Write out the data exactly, please, and omit the pictures.

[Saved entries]
----------------

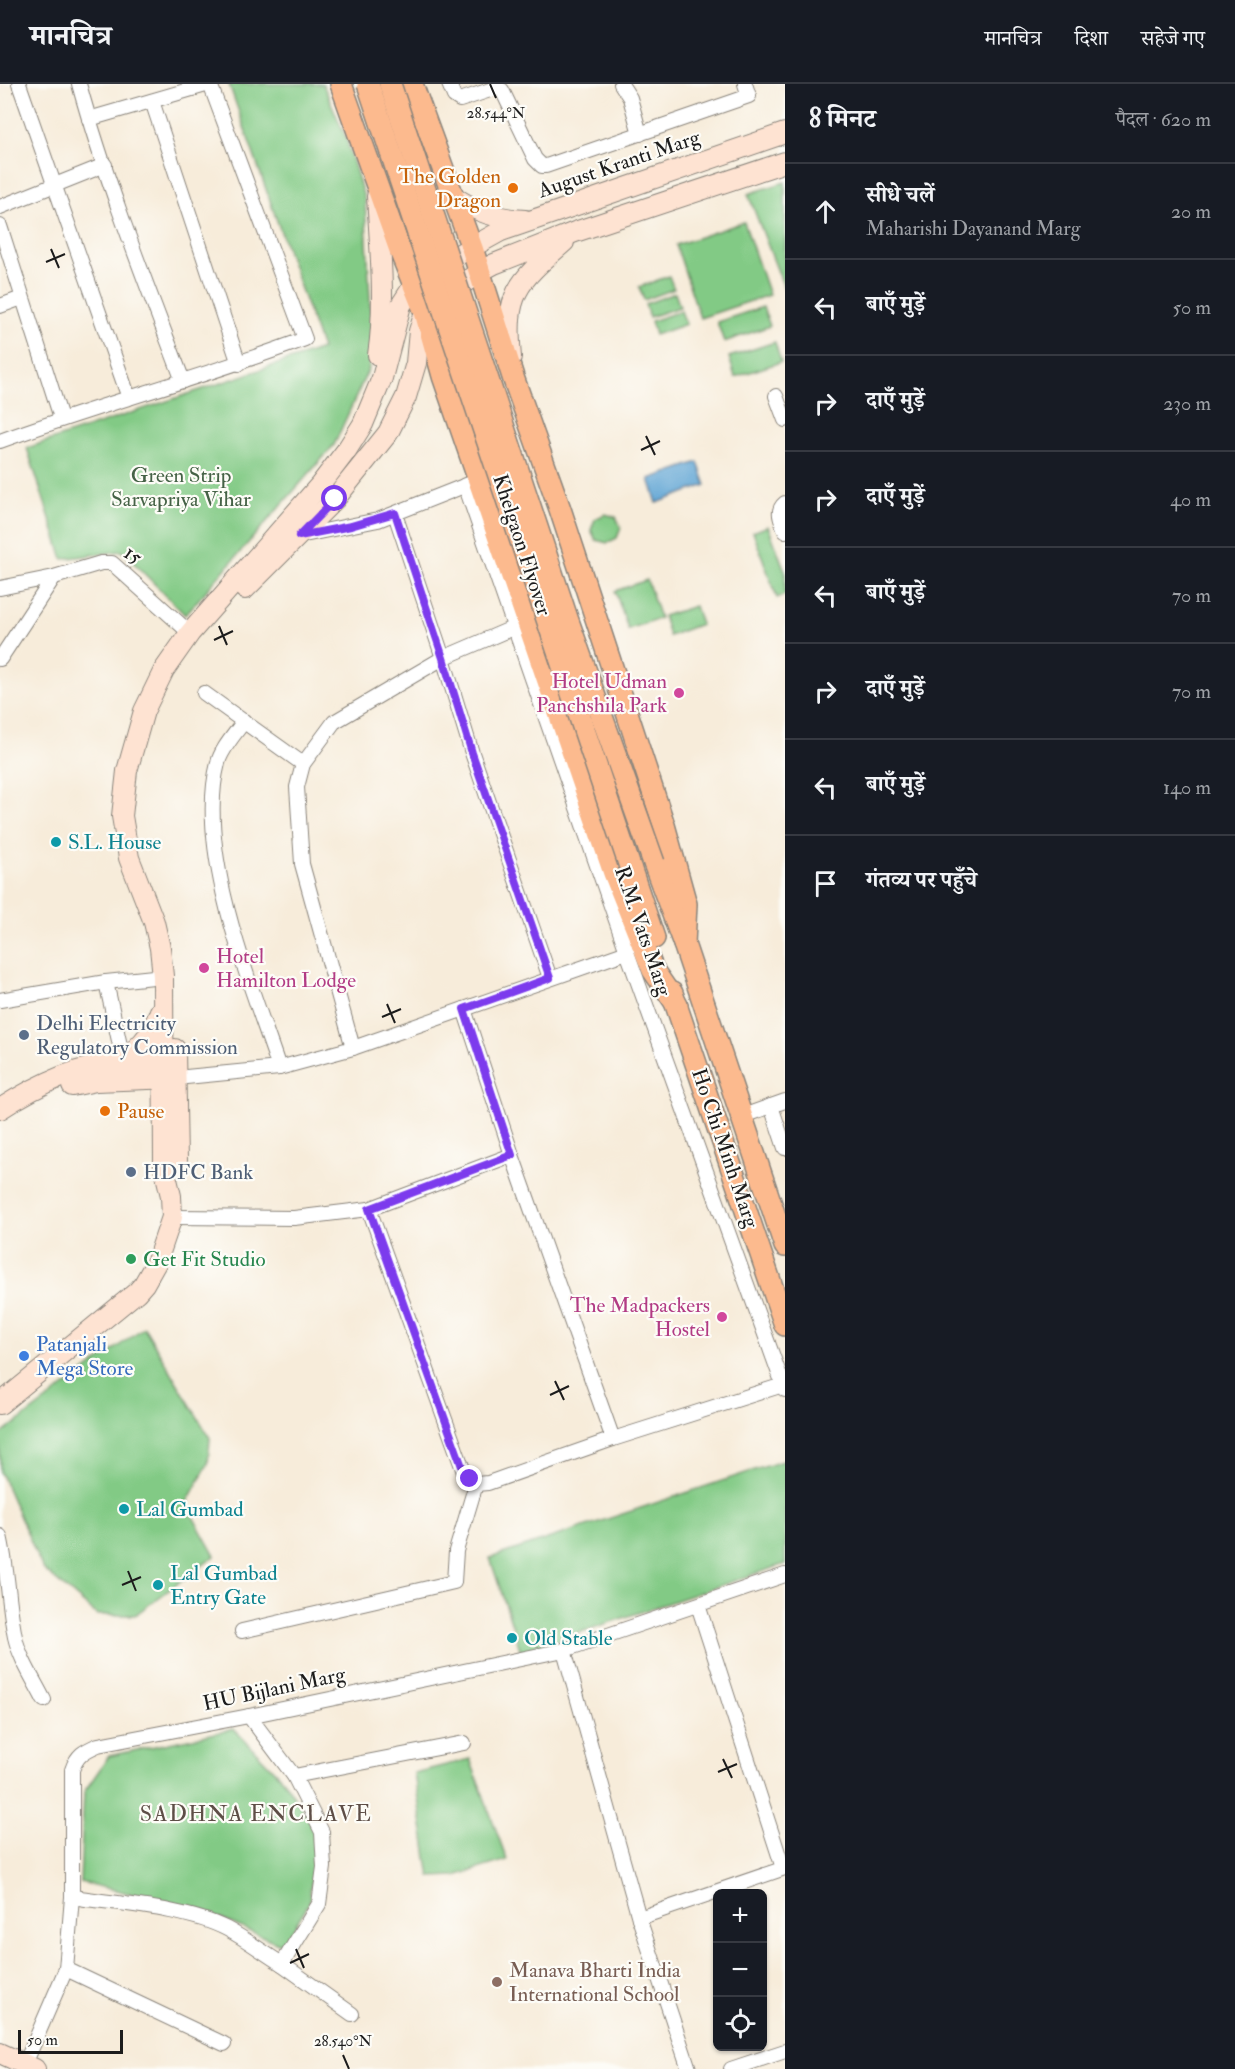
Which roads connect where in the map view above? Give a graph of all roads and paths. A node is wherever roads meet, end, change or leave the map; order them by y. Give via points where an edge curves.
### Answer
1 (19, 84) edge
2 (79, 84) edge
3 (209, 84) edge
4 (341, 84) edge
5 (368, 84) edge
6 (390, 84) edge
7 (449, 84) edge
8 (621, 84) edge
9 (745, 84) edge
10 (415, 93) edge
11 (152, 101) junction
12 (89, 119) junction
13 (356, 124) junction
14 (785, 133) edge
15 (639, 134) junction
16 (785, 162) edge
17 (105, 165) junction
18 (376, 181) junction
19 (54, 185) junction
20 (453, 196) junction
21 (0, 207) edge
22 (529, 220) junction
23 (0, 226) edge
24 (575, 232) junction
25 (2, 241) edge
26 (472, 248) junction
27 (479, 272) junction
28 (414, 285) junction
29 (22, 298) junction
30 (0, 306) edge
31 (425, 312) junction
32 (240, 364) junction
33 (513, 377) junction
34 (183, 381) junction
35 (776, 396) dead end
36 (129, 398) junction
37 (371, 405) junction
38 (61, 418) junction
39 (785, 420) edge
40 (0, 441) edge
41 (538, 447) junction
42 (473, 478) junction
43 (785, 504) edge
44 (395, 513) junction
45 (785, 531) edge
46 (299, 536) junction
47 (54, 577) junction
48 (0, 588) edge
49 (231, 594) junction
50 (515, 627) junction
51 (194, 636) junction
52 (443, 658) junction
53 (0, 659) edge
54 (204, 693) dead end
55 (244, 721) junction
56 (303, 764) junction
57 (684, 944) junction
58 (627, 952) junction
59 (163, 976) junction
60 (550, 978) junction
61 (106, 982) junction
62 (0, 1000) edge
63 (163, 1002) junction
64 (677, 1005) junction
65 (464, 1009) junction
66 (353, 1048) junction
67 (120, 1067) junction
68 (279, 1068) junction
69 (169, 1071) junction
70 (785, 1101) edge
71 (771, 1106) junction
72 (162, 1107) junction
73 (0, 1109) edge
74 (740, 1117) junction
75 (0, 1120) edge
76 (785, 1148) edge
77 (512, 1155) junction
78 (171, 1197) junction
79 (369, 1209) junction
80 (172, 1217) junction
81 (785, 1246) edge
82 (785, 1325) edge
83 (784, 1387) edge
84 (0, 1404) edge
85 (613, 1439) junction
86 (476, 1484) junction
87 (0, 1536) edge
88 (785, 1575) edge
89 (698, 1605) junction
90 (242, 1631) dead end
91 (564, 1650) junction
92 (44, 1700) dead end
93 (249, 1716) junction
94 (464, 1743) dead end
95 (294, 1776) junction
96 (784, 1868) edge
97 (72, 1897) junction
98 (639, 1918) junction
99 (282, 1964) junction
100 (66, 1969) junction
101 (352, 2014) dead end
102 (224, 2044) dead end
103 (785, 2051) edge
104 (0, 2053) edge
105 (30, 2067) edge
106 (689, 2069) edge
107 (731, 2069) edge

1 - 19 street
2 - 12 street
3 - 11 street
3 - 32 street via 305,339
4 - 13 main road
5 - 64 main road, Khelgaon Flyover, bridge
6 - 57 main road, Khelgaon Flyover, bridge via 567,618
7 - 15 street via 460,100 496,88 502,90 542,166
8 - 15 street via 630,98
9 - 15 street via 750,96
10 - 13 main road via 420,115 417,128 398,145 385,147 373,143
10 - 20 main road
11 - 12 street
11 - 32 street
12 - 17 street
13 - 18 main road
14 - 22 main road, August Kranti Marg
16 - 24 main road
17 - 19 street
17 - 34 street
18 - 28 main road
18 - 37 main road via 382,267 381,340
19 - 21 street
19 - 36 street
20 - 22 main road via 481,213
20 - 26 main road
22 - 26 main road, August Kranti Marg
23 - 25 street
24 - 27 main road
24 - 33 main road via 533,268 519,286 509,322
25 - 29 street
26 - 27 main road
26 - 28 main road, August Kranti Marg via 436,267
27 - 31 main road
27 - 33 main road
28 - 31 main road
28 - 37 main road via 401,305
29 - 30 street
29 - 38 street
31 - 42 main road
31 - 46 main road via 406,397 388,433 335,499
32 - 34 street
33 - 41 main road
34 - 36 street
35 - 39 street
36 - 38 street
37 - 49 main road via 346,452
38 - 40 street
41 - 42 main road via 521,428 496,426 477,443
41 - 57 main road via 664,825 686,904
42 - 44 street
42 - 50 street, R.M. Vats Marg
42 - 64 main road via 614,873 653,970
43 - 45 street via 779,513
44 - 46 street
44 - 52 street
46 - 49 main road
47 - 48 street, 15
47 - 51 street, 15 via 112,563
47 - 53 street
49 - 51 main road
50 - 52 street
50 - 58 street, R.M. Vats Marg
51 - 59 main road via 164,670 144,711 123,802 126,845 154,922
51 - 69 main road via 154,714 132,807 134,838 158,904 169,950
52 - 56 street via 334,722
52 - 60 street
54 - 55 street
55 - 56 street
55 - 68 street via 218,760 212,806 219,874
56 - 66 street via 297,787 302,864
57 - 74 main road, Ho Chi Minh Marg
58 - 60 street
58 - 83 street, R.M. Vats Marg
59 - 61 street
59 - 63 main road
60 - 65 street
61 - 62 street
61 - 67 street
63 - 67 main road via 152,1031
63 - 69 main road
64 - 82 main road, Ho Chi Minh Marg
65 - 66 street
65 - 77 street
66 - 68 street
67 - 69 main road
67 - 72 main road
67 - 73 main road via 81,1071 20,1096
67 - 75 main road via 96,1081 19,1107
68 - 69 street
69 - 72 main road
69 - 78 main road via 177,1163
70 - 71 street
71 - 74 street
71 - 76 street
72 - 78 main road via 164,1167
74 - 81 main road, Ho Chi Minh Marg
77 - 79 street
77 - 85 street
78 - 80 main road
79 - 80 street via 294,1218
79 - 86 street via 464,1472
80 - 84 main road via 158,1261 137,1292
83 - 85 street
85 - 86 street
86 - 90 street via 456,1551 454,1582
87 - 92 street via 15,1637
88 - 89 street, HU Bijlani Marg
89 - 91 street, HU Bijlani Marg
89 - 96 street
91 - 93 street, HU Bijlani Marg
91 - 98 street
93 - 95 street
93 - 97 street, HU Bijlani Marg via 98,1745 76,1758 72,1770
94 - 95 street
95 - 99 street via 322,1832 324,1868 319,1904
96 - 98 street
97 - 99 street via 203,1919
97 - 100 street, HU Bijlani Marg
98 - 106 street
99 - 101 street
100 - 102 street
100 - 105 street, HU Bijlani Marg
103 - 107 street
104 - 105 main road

----------------

*Completed task*
Which roads connect where in the map view above? Give a graph of all roads and paths. A node is wherever roads meet, end, change or leave the map; order them by y. Give via points where an edge curves.
### Answer
1 (19, 84) edge
2 (79, 84) edge
3 (209, 84) edge
4 (341, 84) edge
5 (368, 84) edge
6 (390, 84) edge
7 (449, 84) edge
8 (621, 84) edge
9 (745, 84) edge
10 (415, 93) edge
11 (152, 101) junction
12 (89, 119) junction
13 (356, 124) junction
14 (785, 133) edge
15 (639, 134) junction
16 (785, 162) edge
17 (105, 165) junction
18 (376, 181) junction
19 (54, 185) junction
20 (453, 196) junction
21 (0, 207) edge
22 (529, 220) junction
23 (0, 226) edge
24 (575, 232) junction
25 (2, 241) edge
26 (472, 248) junction
27 (479, 272) junction
28 (414, 285) junction
29 (22, 298) junction
30 (0, 306) edge
31 (425, 312) junction
32 (240, 364) junction
33 (513, 377) junction
34 (183, 381) junction
35 (776, 396) dead end
36 (129, 398) junction
37 (371, 405) junction
38 (61, 418) junction
39 (785, 420) edge
40 (0, 441) edge
41 (538, 447) junction
42 (473, 478) junction
43 (785, 504) edge
44 (395, 513) junction
45 (785, 531) edge
46 (299, 536) junction
47 (54, 577) junction
48 (0, 588) edge
49 (231, 594) junction
50 (515, 627) junction
51 (194, 636) junction
52 (443, 658) junction
53 (0, 659) edge
54 (204, 693) dead end
55 (244, 721) junction
56 (303, 764) junction
57 (684, 944) junction
58 (627, 952) junction
59 (163, 976) junction
60 (550, 978) junction
61 (106, 982) junction
62 (0, 1000) edge
63 (163, 1002) junction
64 (677, 1005) junction
65 (464, 1009) junction
66 (353, 1048) junction
67 (120, 1067) junction
68 (279, 1068) junction
69 (169, 1071) junction
70 (785, 1101) edge
71 (771, 1106) junction
72 (162, 1107) junction
73 (0, 1109) edge
74 (740, 1117) junction
75 (0, 1120) edge
76 (785, 1148) edge
77 (512, 1155) junction
78 (171, 1197) junction
79 (369, 1209) junction
80 (172, 1217) junction
81 (785, 1246) edge
82 (785, 1325) edge
83 (784, 1387) edge
84 (0, 1404) edge
85 (613, 1439) junction
86 (476, 1484) junction
87 (0, 1536) edge
88 (785, 1575) edge
89 (698, 1605) junction
90 (242, 1631) dead end
91 (564, 1650) junction
92 (44, 1700) dead end
93 (249, 1716) junction
94 (464, 1743) dead end
95 (294, 1776) junction
96 (784, 1868) edge
97 (72, 1897) junction
98 (639, 1918) junction
99 (282, 1964) junction
100 (66, 1969) junction
101 (352, 2014) dead end
102 (224, 2044) dead end
103 (785, 2051) edge
104 (0, 2053) edge
105 (30, 2067) edge
106 (689, 2069) edge
107 (731, 2069) edge

1 - 19 street
2 - 12 street
3 - 11 street
3 - 32 street via 305,339
4 - 13 main road
5 - 64 main road, Khelgaon Flyover, bridge
6 - 57 main road, Khelgaon Flyover, bridge via 567,618
7 - 15 street via 460,100 496,88 502,90 542,166
8 - 15 street via 630,98
9 - 15 street via 750,96
10 - 13 main road via 420,115 417,128 398,145 385,147 373,143
10 - 20 main road
11 - 12 street
11 - 32 street
12 - 17 street
13 - 18 main road
14 - 22 main road, August Kranti Marg
16 - 24 main road
17 - 19 street
17 - 34 street
18 - 28 main road
18 - 37 main road via 382,267 381,340
19 - 21 street
19 - 36 street
20 - 22 main road via 481,213
20 - 26 main road
22 - 26 main road, August Kranti Marg
23 - 25 street
24 - 27 main road
24 - 33 main road via 533,268 519,286 509,322
25 - 29 street
26 - 27 main road
26 - 28 main road, August Kranti Marg via 436,267
27 - 31 main road
27 - 33 main road
28 - 31 main road
28 - 37 main road via 401,305
29 - 30 street
29 - 38 street
31 - 42 main road
31 - 46 main road via 406,397 388,433 335,499
32 - 34 street
33 - 41 main road
34 - 36 street
35 - 39 street
36 - 38 street
37 - 49 main road via 346,452
38 - 40 street
41 - 42 main road via 521,428 496,426 477,443
41 - 57 main road via 664,825 686,904
42 - 44 street
42 - 50 street, R.M. Vats Marg
42 - 64 main road via 614,873 653,970
43 - 45 street via 779,513
44 - 46 street
44 - 52 street
46 - 49 main road
47 - 48 street, 15
47 - 51 street, 15 via 112,563
47 - 53 street
49 - 51 main road
50 - 52 street
50 - 58 street, R.M. Vats Marg
51 - 59 main road via 164,670 144,711 123,802 126,845 154,922
51 - 69 main road via 154,714 132,807 134,838 158,904 169,950
52 - 56 street via 334,722
52 - 60 street
54 - 55 street
55 - 56 street
55 - 68 street via 218,760 212,806 219,874
56 - 66 street via 297,787 302,864
57 - 74 main road, Ho Chi Minh Marg
58 - 60 street
58 - 83 street, R.M. Vats Marg
59 - 61 street
59 - 63 main road
60 - 65 street
61 - 62 street
61 - 67 street
63 - 67 main road via 152,1031
63 - 69 main road
64 - 82 main road, Ho Chi Minh Marg
65 - 66 street
65 - 77 street
66 - 68 street
67 - 69 main road
67 - 72 main road
67 - 73 main road via 81,1071 20,1096
67 - 75 main road via 96,1081 19,1107
68 - 69 street
69 - 72 main road
69 - 78 main road via 177,1163
70 - 71 street
71 - 74 street
71 - 76 street
72 - 78 main road via 164,1167
74 - 81 main road, Ho Chi Minh Marg
77 - 79 street
77 - 85 street
78 - 80 main road
79 - 80 street via 294,1218
79 - 86 street via 464,1472
80 - 84 main road via 158,1261 137,1292
83 - 85 street
85 - 86 street
86 - 90 street via 456,1551 454,1582
87 - 92 street via 15,1637
88 - 89 street, HU Bijlani Marg
89 - 91 street, HU Bijlani Marg
89 - 96 street
91 - 93 street, HU Bijlani Marg
91 - 98 street
93 - 95 street
93 - 97 street, HU Bijlani Marg via 98,1745 76,1758 72,1770
94 - 95 street
95 - 99 street via 322,1832 324,1868 319,1904
96 - 98 street
97 - 99 street via 203,1919
97 - 100 street, HU Bijlani Marg
98 - 106 street
99 - 101 street
100 - 102 street
100 - 105 street, HU Bijlani Marg
103 - 107 street
104 - 105 main road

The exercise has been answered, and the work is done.